Und so tönt auch Turners drittes, kommende Woche erscheinendes Album „Gone Down South“ (Lovemonk) wie die Quintessenz eines langen, heißen Reisesommers – eine Souvenirsammlung aus den wärmeren Ecken des Globus, die der selbsternannte Afrobeatnik zu einer bunten Perlenkette auffädelt und mit entwaffnendem Charme vorträgt. Man könnte den Eklektizismus des Spaniers für vermessen halten. Schließlich hat er sich auch auf seinen Vorgängeralben stilistisch nie festgelegt, keine Originalitäts-Meise wie sein Landsmann Manu Chao entwickelt, sondern lediglich geschickt zusammengeklaut, montiert, collagiert und neu eingefärbt, was ihm an Strandgut vor die Füße geschwemmt wurde. So wagte er etwa auf seinem Debüt „Guapapasea“ (2004) ein spanischsprachiges Cover von Dylans „Subterranean Homesick Blues“, das selbst der Autor kaum noch erkennen würde.

Auch „Gone Down South“ lebt von der Kreolisierung musikalischer Stilrichtungen, die sich sonst kaum einmal auf ein und demselben Album fänden, etwa dem swingenden Trompetensound des Brasilianers Irapoan Freire, dem Soulgesang des spanischen Gastvokalisten Gene Garcia oder den Son-seligen Klimpereien seines kubanischen Pianisten Javier „Caramelo“ Maso. Dazu stoßen bisweilen noch ein Rapper, eine Flamenco-Gitarre oder, wie auf „Mbira Mbira“, ein südafrikanisches Daumenklavier. Das Großartige daran aber ist gar nicht die Originalität jedes Einzelsongs, sondern die Chuzpe, mit der Gecko Turner in die Auslagen der Weltmusik greift, wie er sich anverwandelt, was auch immer seinem spanischen Soul dienlich ist.

Den Mut dazu fand er erst mit den Niederschlägen seines Lebens. Als Zwanzigjähriger hatte Gecko Turner die Madrider Szene, wo er Indierock-Bands wie den Animal Crackers als Frontmann diente, für ein Straßenmusiker-Leben in Londoner U-Bahn-Stationen verlassen. Hier war er seinen Britrock-Vorbildern vermeintlich näher, hier lernte er aber auch die schwarze Musik Amerikas kennen und schätzen: Leadbelly und Lightin‘ Hopkins, Don Cherry und Dizzy Gillespie. Letzterem folgte er gar auf dessen Europa-Tournee.

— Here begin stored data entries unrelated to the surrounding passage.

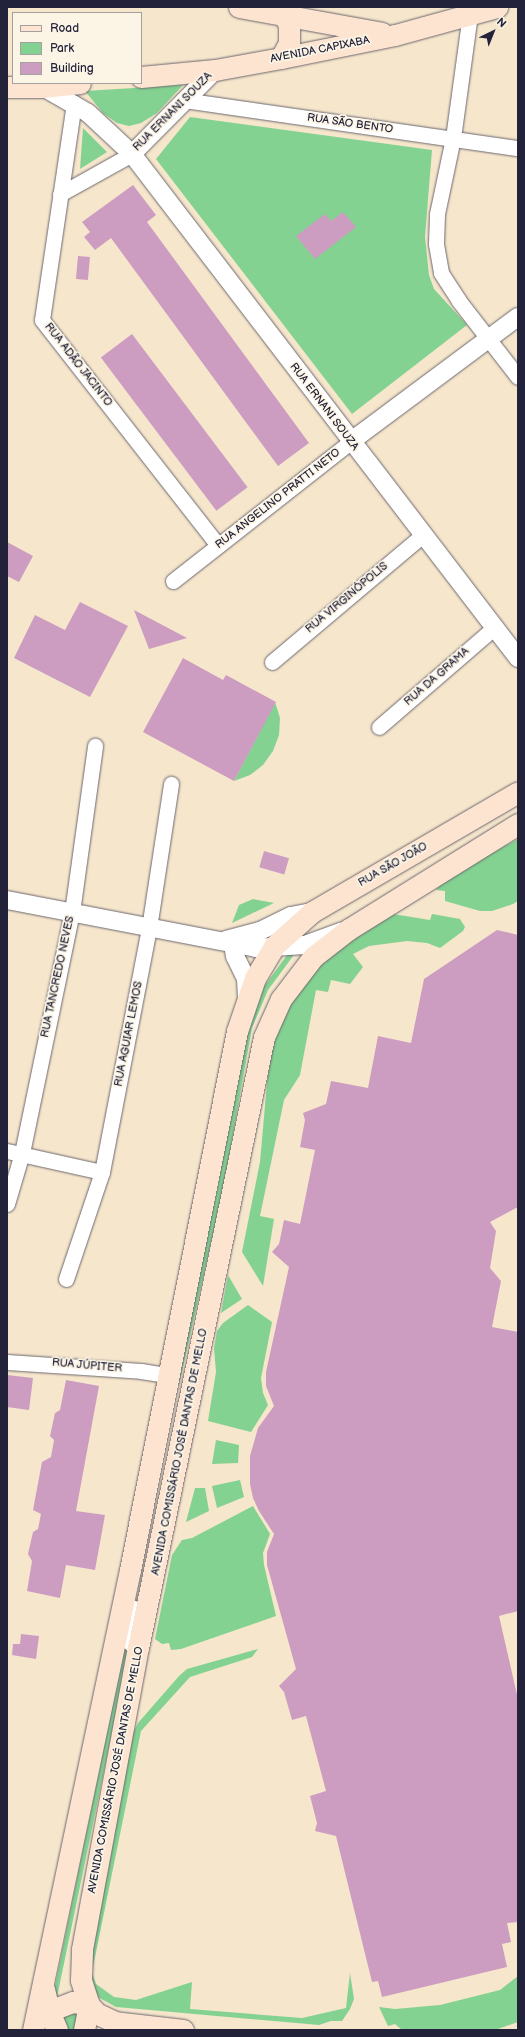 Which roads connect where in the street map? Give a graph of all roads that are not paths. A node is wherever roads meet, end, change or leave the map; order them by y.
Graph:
1 (239, 7) edge
2 (497, 7) edge
3 (286, 12) edge
4 (470, 14) junction
5 (395, 35) junction
6 (281, 58) junction
7 (215, 70) junction
8 (142, 77) edge
9 (71, 84) edge
10 (7, 87) edge
11 (44, 87) junction
12 (183, 100) junction
13 (74, 103) junction
14 (157, 127) junction
15 (112, 134) junction
16 (453, 138) junction
17 (518, 148) edge
18 (132, 154) junction
19 (60, 194) junction
20 (518, 317) edge
21 (490, 339) junction
22 (518, 377) edge
23 (350, 442) junction
24 (423, 535) junction
25 (218, 545) junction
26 (173, 582) dead end
27 (496, 627) junction
28 (518, 658) edge
29 (272, 662) dead end
30 (379, 726) dead end
31 (95, 746) dead end
32 (171, 784) dead end
33 (518, 792) edge
34 (518, 824) edge
35 (518, 832) edge
36 (495, 839) junction
37 (7, 900) edge
38 (72, 912) junction
39 (312, 912) junction
40 (149, 928) junction
41 (349, 930) junction
42 (227, 942) junction
43 (274, 946) junction
44 (247, 999) junction
45 (14, 1152) edge
46 (102, 1172) junction
47 (7, 1204) edge
48 (66, 1280) dead end
49 (7, 1362) edge
50 (167, 1375) junction
51 (132, 1557) junction
52 (138, 1648) junction
53 (44, 1984) junction
54 (89, 2005) junction
55 (49, 2010) junction
56 (33, 2030) edge
57 (57, 2030) edge
58 (84, 2030) edge
59 (184, 2030) edge

1 - 3 main road
2 - 4 main road, AVENIDA CAPIXABA
3 - 5 main road
3 - 6 main road
4 - 5 main road, AVENIDA CAPIXABA
4 - 16 street
5 - 6 main road, AVENIDA CAPIXABA
6 - 7 main road, AVENIDA CAPIXABA
7 - 8 main road, AVENIDA CAPIXABA
7 - 12 street, RUA ERNANI SOUZA
9 - 11 main road
10 - 11 main road
11 - 13 street, RUA ERNANI SOUZA
12 - 14 street, RUA ERNANI SOUZA
12 - 16 street, RUA SÃO BENTO
13 - 15 street, RUA ERNANI SOUZA
13 - 19 street, RUA ADÃO JACINTO
14 - 15 street
14 - 18 street, RUA ERNANI SOUZA
15 - 18 street, RUA ERNANI SOUZA
16 - 17 street, RUA SÃO BENTO
16 - 21 street
18 - 19 street
18 - 23 street, RUA ERNANI SOUZA
19 - 25 street, RUA ADÃO JACINTO
20 - 21 street, RUA ANGELINO PRATTI NETO
21 - 22 street
21 - 23 street, RUA ANGELINO PRATTI NETO
23 - 24 street, RUA ERNANI SOUZA
23 - 25 street, RUA ANGELINO PRATTI NETO
24 - 27 street, RUA ERNANI SOUZA
24 - 29 street, RUA VIRGINÓPOLIS
25 - 26 street, RUA ANGELINO PRATTI NETO
27 - 28 street, RUA ERNANI SOUZA
27 - 30 street, RUA DA GRAMA
31 - 38 street, RUA TANCREDO NEVES
32 - 40 street, RUA AGUIAR LEMOS
33 - 39 main road, RUA SÃO JOÃO
34 - 36 main road
35 - 36 street
36 - 41 main road
37 - 38 street
38 - 40 street
38 - 45 street, RUA TANCREDO NEVES
39 - 42 street
39 - 43 main road, RUA SÃO JOÃO
40 - 42 street
40 - 46 street, RUA AGUIAR LEMOS
41 - 43 street
41 - 52 main road, AVENIDA COMISSÁRIO JOSÉ DANTAS DE MELLO
42 - 43 street
42 - 44 street
43 - 44 main road
44 - 50 main road
45 - 46 street
45 - 47 street, RUA TANCREDO NEVES
46 - 48 street, RUA AGUIAR LEMOS
49 - 50 street, RUA JÚPITER
50 - 51 main road
51 - 52 street
51 - 53 main road
52 - 54 main road, AVENIDA COMISSÁRIO JOSÉ DANTAS DE MELLO
53 - 55 main road
53 - 56 main road
54 - 55 main road
54 - 58 main road
54 - 59 main road
55 - 57 main road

Dann holte ihn kurzzeitig das bürgerliche Leben ein. Turner ging zurück nach Spanien, fand eine Anstellung in einer Bank, legte seine Musik als Jugend-Spleen zur Seite. Bis ihn der Tod seiner Frau erschütterte: „Das Leben ist kurz“, sang Gecko Turner auf seinem Debüt und lieferte damit auch die Erklärung, warum er seinen Bankjob kündigte, um die Leidenschaft nicht aufzuschieben. In Spanien stieg er sehr schnell zum gefeierten Star auf. Im Rest von Europa hörte man – bis auf euphorische Lobeshymnen etwa von Insidern wie Will Holland, Kopf der englischen Funktruppe Quantic – kaum etwas von dem Soul-Exzentriker.

Das mag einerseits an den stilistischen Sprüngen – und somit der unmöglichen Kategorisierung – des Spaniers liegen, andererseits daran, dass manche Kritiker sich schwertun, eine Musik ernst zu nehmen, die so klingt wie die Beschallung einer Strand-Bar mit brasilianisch-jamaikanischer Soulfood-Küche, in der alles nebeneinander leben darf, ein Tanz mit jedem jederzeit möglich scheint. Vor allem aber möchte Gecko Jones lokale Akzente nicht für die große Linie opfern. Zu diesem Zweck lädt der Musiker auf seinem neuen Album nicht nur einen brasilianischen Perkussionisten und eine Handvoll kubanischer Jazzer ein. Er hat verschiedene Songs auch in unterschiedlichen musikalischen Klimazonen des Globus aufgenommen, etwa in Texas, in Kalifornien, in London und Madrid.

Entsprechend wechselt Turner auch die Idiome: Neben dem Spanischen singt er auch in Englisch oder Portugiesisch. Und wer ahnte schon vor „Gone Down South“, wie viel Heiterkeit ein bisschen Latin-Funk dem alten Mississippi-Blues bescheren kann? Die eigentliche Rechtfertigung des Albumtitels aber liefert der Auftaktsong „Truly“. Ein Soulstück, das sich weniger im tragisch überfrachteten Gospel rückversichert, sondern nur noch den Rahmen liefert für die versöhnliche Botschaft des Lebenskünstlers Turner: Nimm das Kleine wichtig, das ganz Große leicht!